# I actually found some ammo!



## redhawk (May 7, 2014)

After having a hard time finding ammo that was not outrageously overpriced, I was able to buy some .22 LR and .357 Mag. locally. I bought the .22's at a tad under 5 cents a round for Winchester and the .357 Magnums at 52 cents a round for Federal...maybe the ammo shortage is starting to ease up.


----------



## Boss Dog (Feb 8, 2013)

I can find anything I need around here... except 22's :102:


----------



## sideKahr (Oct 15, 2014)

Prices are coming back down to just expensive here, also.


----------



## dsdmmat (Nov 9, 2012)

I have seen .22 just sitting on the shelf up in my neck of the woods. I guess the resellers are having a hard time moving their stash and do not have the room to add to it, so they are not buying it all in one whack.


----------



## Disturbed12404 (Apr 23, 2015)

My place even has them on sale. They can't get rid of them as fast as they thought.
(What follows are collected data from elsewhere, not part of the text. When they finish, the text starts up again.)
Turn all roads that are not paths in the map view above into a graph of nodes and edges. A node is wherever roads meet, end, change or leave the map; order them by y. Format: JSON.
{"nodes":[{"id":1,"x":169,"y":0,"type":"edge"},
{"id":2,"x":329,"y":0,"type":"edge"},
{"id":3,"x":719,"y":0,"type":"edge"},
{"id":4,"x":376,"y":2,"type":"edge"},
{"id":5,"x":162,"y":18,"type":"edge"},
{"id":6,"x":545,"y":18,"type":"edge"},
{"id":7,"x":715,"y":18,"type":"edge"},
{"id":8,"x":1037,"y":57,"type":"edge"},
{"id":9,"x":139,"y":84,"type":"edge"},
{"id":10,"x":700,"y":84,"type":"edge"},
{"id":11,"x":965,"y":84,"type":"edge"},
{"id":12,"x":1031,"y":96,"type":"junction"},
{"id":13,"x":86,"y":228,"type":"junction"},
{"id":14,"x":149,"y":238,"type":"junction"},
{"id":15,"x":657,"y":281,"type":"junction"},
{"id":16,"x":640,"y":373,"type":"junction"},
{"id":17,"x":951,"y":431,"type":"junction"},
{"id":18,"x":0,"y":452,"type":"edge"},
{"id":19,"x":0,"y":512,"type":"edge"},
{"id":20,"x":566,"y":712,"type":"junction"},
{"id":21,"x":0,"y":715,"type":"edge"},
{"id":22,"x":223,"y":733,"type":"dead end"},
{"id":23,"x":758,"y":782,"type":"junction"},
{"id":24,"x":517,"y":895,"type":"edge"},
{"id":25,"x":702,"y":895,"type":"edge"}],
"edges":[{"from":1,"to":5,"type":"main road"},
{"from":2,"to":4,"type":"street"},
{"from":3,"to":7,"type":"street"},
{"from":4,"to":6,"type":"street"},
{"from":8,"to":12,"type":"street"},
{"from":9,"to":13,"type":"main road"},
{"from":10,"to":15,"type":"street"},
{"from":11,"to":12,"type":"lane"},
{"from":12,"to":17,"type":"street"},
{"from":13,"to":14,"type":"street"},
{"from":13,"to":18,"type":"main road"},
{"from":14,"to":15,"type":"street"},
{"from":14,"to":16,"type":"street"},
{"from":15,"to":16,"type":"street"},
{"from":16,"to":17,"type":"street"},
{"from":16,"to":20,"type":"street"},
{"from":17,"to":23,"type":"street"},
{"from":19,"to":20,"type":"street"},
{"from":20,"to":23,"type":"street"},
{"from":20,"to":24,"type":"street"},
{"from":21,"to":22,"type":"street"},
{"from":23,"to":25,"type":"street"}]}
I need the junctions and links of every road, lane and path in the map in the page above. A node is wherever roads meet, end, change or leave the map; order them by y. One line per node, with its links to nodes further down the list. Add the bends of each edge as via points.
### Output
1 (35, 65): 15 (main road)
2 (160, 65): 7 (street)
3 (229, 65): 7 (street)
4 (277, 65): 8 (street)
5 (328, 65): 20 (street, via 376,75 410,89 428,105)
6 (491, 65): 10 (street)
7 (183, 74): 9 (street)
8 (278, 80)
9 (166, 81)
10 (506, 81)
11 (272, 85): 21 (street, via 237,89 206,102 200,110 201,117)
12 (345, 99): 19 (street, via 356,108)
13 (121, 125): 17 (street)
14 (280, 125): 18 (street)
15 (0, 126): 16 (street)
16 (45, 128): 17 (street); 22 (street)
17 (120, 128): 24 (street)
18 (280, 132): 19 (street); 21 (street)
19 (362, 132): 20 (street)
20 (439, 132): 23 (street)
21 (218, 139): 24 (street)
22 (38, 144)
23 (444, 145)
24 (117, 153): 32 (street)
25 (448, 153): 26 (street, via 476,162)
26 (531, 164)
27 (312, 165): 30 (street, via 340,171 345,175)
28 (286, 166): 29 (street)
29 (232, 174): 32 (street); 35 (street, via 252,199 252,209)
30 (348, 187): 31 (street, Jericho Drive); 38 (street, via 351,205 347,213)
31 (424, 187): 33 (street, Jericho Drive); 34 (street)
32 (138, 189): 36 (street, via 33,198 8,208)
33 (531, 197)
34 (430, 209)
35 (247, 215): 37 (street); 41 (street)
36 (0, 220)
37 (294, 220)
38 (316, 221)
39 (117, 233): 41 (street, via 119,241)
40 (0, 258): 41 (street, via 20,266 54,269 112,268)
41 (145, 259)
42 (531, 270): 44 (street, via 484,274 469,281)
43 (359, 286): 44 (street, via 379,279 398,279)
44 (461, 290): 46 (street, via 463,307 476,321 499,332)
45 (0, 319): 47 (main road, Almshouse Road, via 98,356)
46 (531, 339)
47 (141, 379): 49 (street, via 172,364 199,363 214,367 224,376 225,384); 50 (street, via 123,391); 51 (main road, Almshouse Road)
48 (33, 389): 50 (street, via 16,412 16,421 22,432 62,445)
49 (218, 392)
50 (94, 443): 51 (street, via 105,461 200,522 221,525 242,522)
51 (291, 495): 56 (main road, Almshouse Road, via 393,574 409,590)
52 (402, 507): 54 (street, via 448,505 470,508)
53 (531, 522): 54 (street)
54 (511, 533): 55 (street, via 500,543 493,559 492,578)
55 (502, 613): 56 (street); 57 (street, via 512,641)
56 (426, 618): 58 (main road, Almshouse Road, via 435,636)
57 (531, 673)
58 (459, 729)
I'm debating going to pick up 300 rounds or so


----------



## wesley762 (Oct 23, 2012)

the scalpers around where I live are still getting 50 to 70 dollars a brick for 22. I managed to get a bucket o bullets about a month ago, first 22 I have been able to purchase in a year and a half. granted I have not tried really hard but you can still not just walk into a store and get it unless you want to go to the pawn shop and pay stupid prices.

Everything else is pretty readily available.


----------



## csi-tech (Apr 13, 2013)

My gunshops are still devoid of .22 ammo. I haven't used that caliber since I was a kid. I have a couple of old rifles for the stuff but I gave up on it. Every other caliber is plentiful here. The Russian calibers come and go and surplus 7.62X54R is probably on it's way out like the 8mm and .303 of years passed. Now is a good time to stock up on imported calibers due to regional conflicts. I just snagged a case of X39 for my AK and my SKS.


----------



## Denton (Sep 18, 2012)

Thanks to CSI, I received a case of x39 Golden Tiger, yesterday.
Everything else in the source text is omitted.